> **Work order**:
Search the entries for the word "hand" and return every line where it is found.

*** Exercise material Section Begins ***

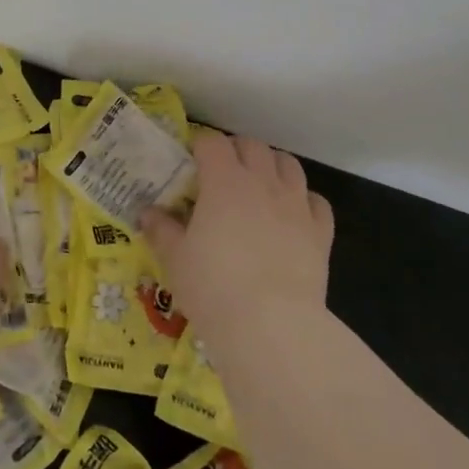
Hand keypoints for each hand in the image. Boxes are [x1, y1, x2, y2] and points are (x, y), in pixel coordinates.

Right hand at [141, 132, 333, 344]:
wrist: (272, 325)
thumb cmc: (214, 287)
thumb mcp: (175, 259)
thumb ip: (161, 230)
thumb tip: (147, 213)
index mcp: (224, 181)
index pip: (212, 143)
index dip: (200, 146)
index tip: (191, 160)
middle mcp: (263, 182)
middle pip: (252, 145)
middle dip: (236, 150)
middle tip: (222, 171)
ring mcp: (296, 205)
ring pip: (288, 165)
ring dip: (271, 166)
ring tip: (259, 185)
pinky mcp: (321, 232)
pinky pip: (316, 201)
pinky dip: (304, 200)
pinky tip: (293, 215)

*** Exercise material Section Ends ***
*** Exercise material Section Begins ***

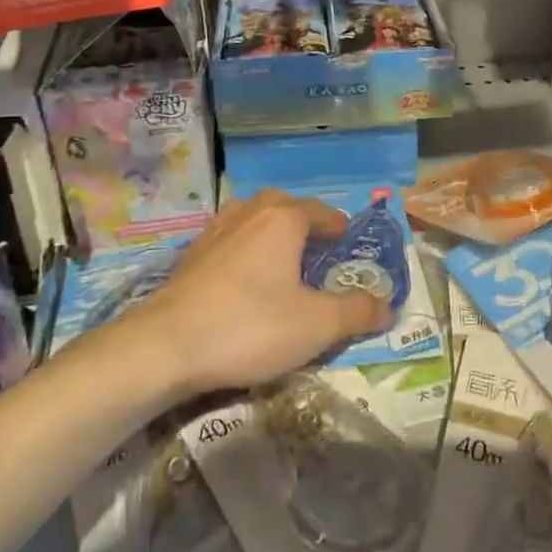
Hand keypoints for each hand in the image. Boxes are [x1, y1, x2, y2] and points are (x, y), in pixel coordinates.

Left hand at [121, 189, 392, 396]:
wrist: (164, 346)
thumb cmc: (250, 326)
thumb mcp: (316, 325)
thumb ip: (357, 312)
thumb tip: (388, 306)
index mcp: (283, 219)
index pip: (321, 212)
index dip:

*** Exercise material Section Ends ***

> **Expected output**:
Hand keypoints for each hand in the image. Boxes are [x1, y1, x2, y2] and points are (x, y), in pixel coordinates.
Right hand at [141, 132, 333, 344]:
Hand keypoints for each hand in the image. Boxes are [x1, y1, x2, y2] and points are (x, y), in pixel coordinates.
Left hand at [121, 189, 392, 396]:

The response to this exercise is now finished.